Ø The perfect example would be: 2 injured passengers of a bus filing 1 complaint for quasi-delict against the driver. There are 2 distinct COAs, passenger 1 can sue the driver under his own complaint, and passenger 1 can sue the driver under his own complaint. But they can join as plaintiffs under 1 complaint against the driver. You have now to comply with the rule on joinder of parties because this is no longer a non-on-one situation. There are now 2 plaintiffs against 1 defendant. The rule says the plaintiffs must be related under a single transaction or a series of transactions, and there must be a common question of law or of fact. Where they injured under a single accident? Yes. Same transaction. Could there be a common question of law or of fact? Yes- whether the driver was negligent. So, there can be a joinder.

Ø But in the course of the action where he hit an electric post, he hit another car with passenger C who was injured; the circumstances of C are not the same with the circumstances of the 2 earlier passengers; the joinder is not clear.

Ø Another example is recovery of money under a PN signed by 4 joint debtors. The plaintiff ,ay file a separate complaint against each debtor but he can only recover as to that debtor’s art of the debt. He can also join all COA in a single complaint against all joint debtors.
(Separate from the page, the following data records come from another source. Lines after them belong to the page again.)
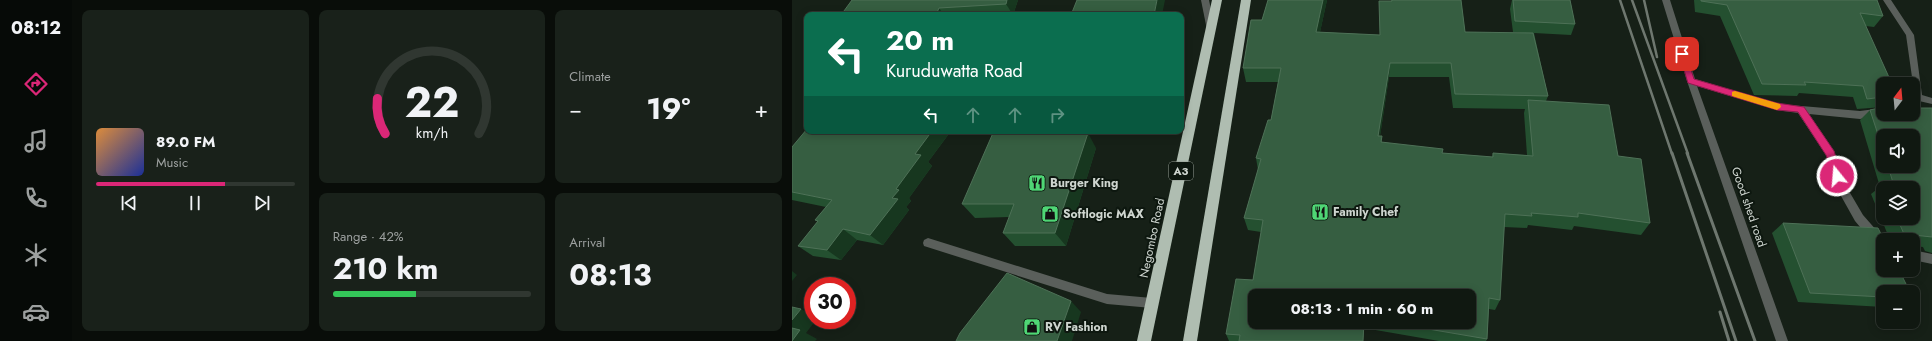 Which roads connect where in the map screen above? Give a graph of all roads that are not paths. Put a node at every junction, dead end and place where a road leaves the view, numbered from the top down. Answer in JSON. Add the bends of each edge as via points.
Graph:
{"nodes":[{"id":1,"x":1205,"y":0,"type":"edge"},
{"id":2,"x":1217,"y":0,"type":"edge"},
{"id":3,"x":1246,"y":0,"type":"edge"},
{"id":4,"x":1666,"y":0,"type":"edge"},
{"id":5,"x":1887,"y":0,"type":"edge"},
{"id":6,"x":1211,"y":32,"type":"junction"},
{"id":7,"x":1913,"y":77,"type":"edge"},
{"id":8,"x":1691,"y":81,"type":"junction"},
{"id":9,"x":1920,"y":100,"type":"edge"},
{"id":10,"x":1932,"y":101,"type":"edge"},
{"id":11,"x":1801,"y":109,"type":"junction"},
{"id":12,"x":1876,"y":113,"type":"edge"},
{"id":13,"x":1876,"y":238,"type":"edge"},
{"id":14,"x":928,"y":242,"type":"dead end"},
{"id":15,"x":1920,"y":256,"type":"edge"},
{"id":16,"x":1932,"y":259,"type":"edge"},
{"id":17,"x":1152,"y":303,"type":"junction"},
{"id":18,"x":1144,"y":341,"type":"edge"},
{"id":19,"x":1190,"y":341,"type":"edge"},
{"id":20,"x":1782,"y":341,"type":"edge"}],
"edges":[{"from":1,"to":6,"type":"street"},
{"from":2,"to":6,"type":"highway","name":"Negombo Road","number":"A3"},
{"from":3,"to":19,"type":"highway"},
{"from":4,"to":8,"type":"street"},
{"from":5,"to":7,"type":"street","via":[[1910,35]]},
{"from":6,"to":17,"type":"highway","name":"Negombo Road","number":"A3"},
{"from":8,"to":11,"type":"street","via":[[1777,107]]},
{"from":8,"to":20,"type":"street","name":"Good shed road"},
{"from":9,"to":10,"type":"street"},
{"from":11,"to":12,"type":"street","via":[[1860,115]]},
{"from":11,"to":13,"type":"street","via":[[1831,154],[1841,187],[1859,218]]},
{"from":14,"to":17,"type":"street","via":[[1107,299]]},
{"from":15,"to":16,"type":"street"},
{"from":17,"to":18,"type":"highway","name":"Negombo Road","number":"A3"}]}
Ø Can you join an action for rescission of a contract with an action to collect a sum of money? Say rescission of a contract of a sale of a car. Yes. They are on ordinary actions. Nothing there is a special civil action. What are the special civil actions

Types of Special Civil Actions :

  1. Mandamus
  2. Interpleader
  3. Certiorari
  4. Contempt
  5. Prohibition
  6. Eminent Domain
  7. Declaratory Relief
  8. Quo warranto
  9. Partition of real estate
  10. Foreclosure of mortgage
  11. Unlawful detainer

l. Forcible Entry

Ø If it is a one-on-one case, do not anymore look at the rule on joinder of parties, look if there is a special civil action. If there is, then it must be severed.

Ø A joinder of COA and of parties is not compulsory. It is permissive.

C. Parties to Civil Actions

Is the word plaintiff always the original plaintiff? No. can the original defendant become the plaintiff in the same proceeding? Yes; when he file a counterclaim, a cross-claim, a third-party complaint, he is a plaintiff in that sense. The original plaintiff also becomes a defendant in these instances.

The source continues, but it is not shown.